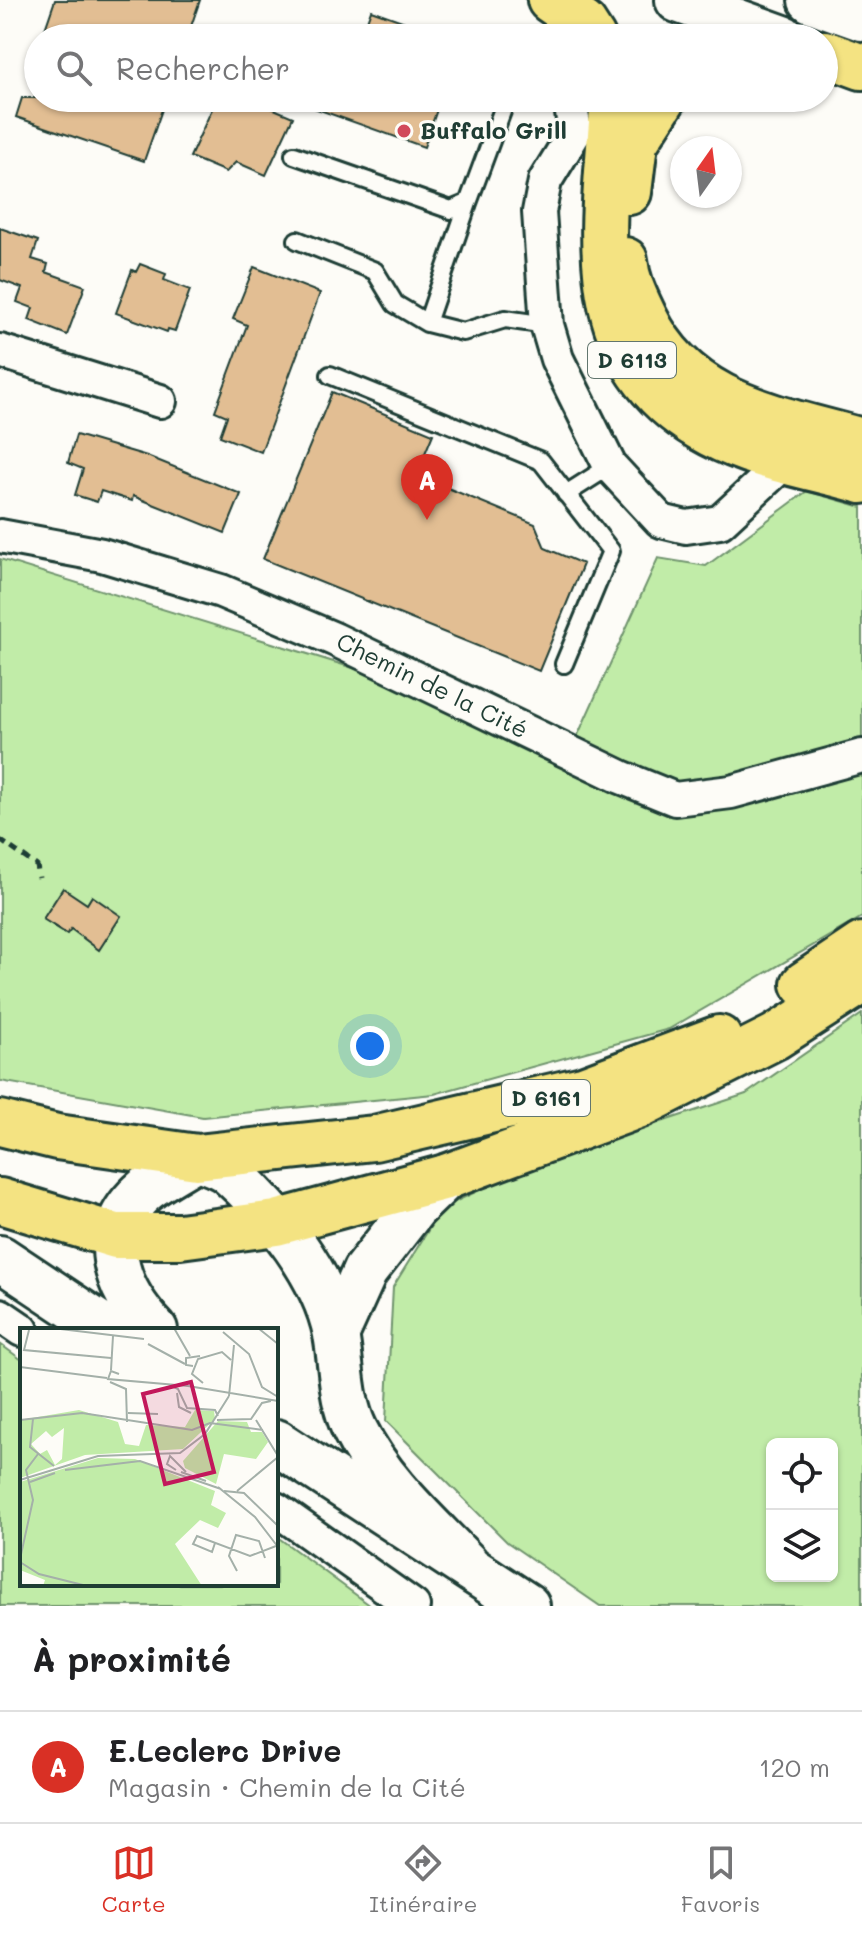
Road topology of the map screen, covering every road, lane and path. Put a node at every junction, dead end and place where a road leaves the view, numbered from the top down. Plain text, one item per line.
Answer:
1 (550, 0) edge
2 (678, 0) edge
3 (811, 0) edge
4 (862, 18) edge
5 (584, 24) edge
6 (744, 24) edge
7 (838, 58) edge
8 (862, 67) edge
9 (502, 112) edge
10 (567, 112) edge
11 (612, 112) edge
12 (655, 112) edge
13 (294, 155) dead end
14 (468, 203) junction
15 (297, 240) dead end
16 (427, 323) junction
17 (547, 325) junction
18 (0, 351) edge
19 (330, 375) dead end
20 (160, 401) dead end
21 (765, 437) junction
22 (862, 441) edge
23 (862, 456) edge
24 (610, 466) junction
25 (862, 481) edge
26 (566, 494) junction
27 (720, 522) junction
28 (0, 536) edge
29 (564, 664) dead end
30 (862, 756) edge
31 (0, 840) edge
32 (39, 878) dead end
33 (862, 945) edge
34 (862, 981) edge
35 (0, 1123) edge
36 (197, 1157) junction
37 (446, 1177) junction
38 (0, 1201) edge
39 (276, 1223) junction
40 (116, 1236) junction
41 (0, 1258) edge
42 (0, 1315) edge
43 (105, 1328) edge
44 (153, 1328) edge
45 (20, 1329) edge
46 (336, 1335) junction
47 (278, 1443) edge
48 (278, 1510) edge
49 (467, 1565) junction
50 (413, 1606) edge
51 (527, 1606) edge

1 - 5 main road
2 - 6 street
3 - 4 street
7 - 8 main road
9 - 14 lane
10 - 17 street
11 - 21 main road, D 6113
12 - 21 main road, D 6113
13 - 14 lane
14 - 16 lane
15 - 16 lane
16 - 17 lane
17 - 24 street
18 - 20 street
19 - 26 lane
21 - 22 main road, D 6113
21 - 23 street
21 - 25 main road, D 6113
21 - 27 street
21 - 27 street
24 - 26 lane
24 - 27 street
26 - 29 lane
28 - 30 street, Chemin de la Cité
31 - 32 path
33 - 36 main road, D 6161
34 - 37 main road, D 6161
35 - 36 main road, D 6161
36 - 39 street
36 - 40 street
37 - 39 main road, D 6161
37 - 46 street
38 - 40 main road, D 6161
39 - 40 main road, D 6161
39 - 46 street
40 - 44 street
41 - 43 street
42 - 45 street
46 - 49 street
47 - 49 street
48 - 50 street
49 - 51 street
________________________________________
#### What you need to do:
Set down all the entries above verbatim, and include none of the pictures.

#### Exercise solution:
Road topology of the map screen, covering every road, lane and path. Put a node at every junction, dead end and place where a road leaves the view, numbered from the top down. Plain text, one item per line.
Answer:
1 (550, 0) edge
2 (678, 0) edge
3 (811, 0) edge
4 (862, 18) edge
5 (584, 24) edge
6 (744, 24) edge
7 (838, 58) edge
8 (862, 67) edge
9 (502, 112) edge
10 (567, 112) edge
11 (612, 112) edge
12 (655, 112) edge
13 (294, 155) dead end
14 (468, 203) junction
15 (297, 240) dead end
16 (427, 323) junction
17 (547, 325) junction
18 (0, 351) edge
19 (330, 375) dead end
20 (160, 401) dead end
21 (765, 437) junction
22 (862, 441) edge
23 (862, 456) edge
24 (610, 466) junction
25 (862, 481) edge
26 (566, 494) junction
27 (720, 522) junction
28 (0, 536) edge
29 (564, 664) dead end
30 (862, 756) edge
31 (0, 840) edge
32 (39, 878) dead end
33 (862, 945) edge
34 (862, 981) edge
35 (0, 1123) edge
36 (197, 1157) junction
37 (446, 1177) junction
38 (0, 1201) edge
39 (276, 1223) junction
40 (116, 1236) junction
41 (0, 1258) edge
42 (0, 1315) edge
43 (105, 1328) edge
44 (153, 1328) edge
45 (20, 1329) edge
46 (336, 1335) junction
47 (278, 1443) edge
48 (278, 1510) edge
49 (467, 1565) junction
50 (413, 1606) edge
51 (527, 1606) edge

1 - 5 main road
2 - 6 street
3 - 4 street
7 - 8 main road
9 - 14 lane
10 - 17 street
11 - 21 main road, D 6113
12 - 21 main road, D 6113
13 - 14 lane
14 - 16 lane
15 - 16 lane
16 - 17 lane
17 - 24 street
18 - 20 street
19 - 26 lane
21 - 22 main road, D 6113
21 - 23 street
21 - 25 main road, D 6113
21 - 27 street
21 - 27 street
24 - 26 lane
24 - 27 street
26 - 29 lane
28 - 30 street, Chemin de la Cité
31 - 32 path
33 - 36 main road, D 6161
34 - 37 main road, D 6161
35 - 36 main road, D 6161
36 - 39 street
36 - 40 street
37 - 39 main road, D 6161
37 - 46 street
38 - 40 main road, D 6161
39 - 40 main road, D 6161
39 - 46 street
40 - 44 street
41 - 43 street
42 - 45 street
46 - 49 street
47 - 49 street
48 - 50 street
49 - 51 street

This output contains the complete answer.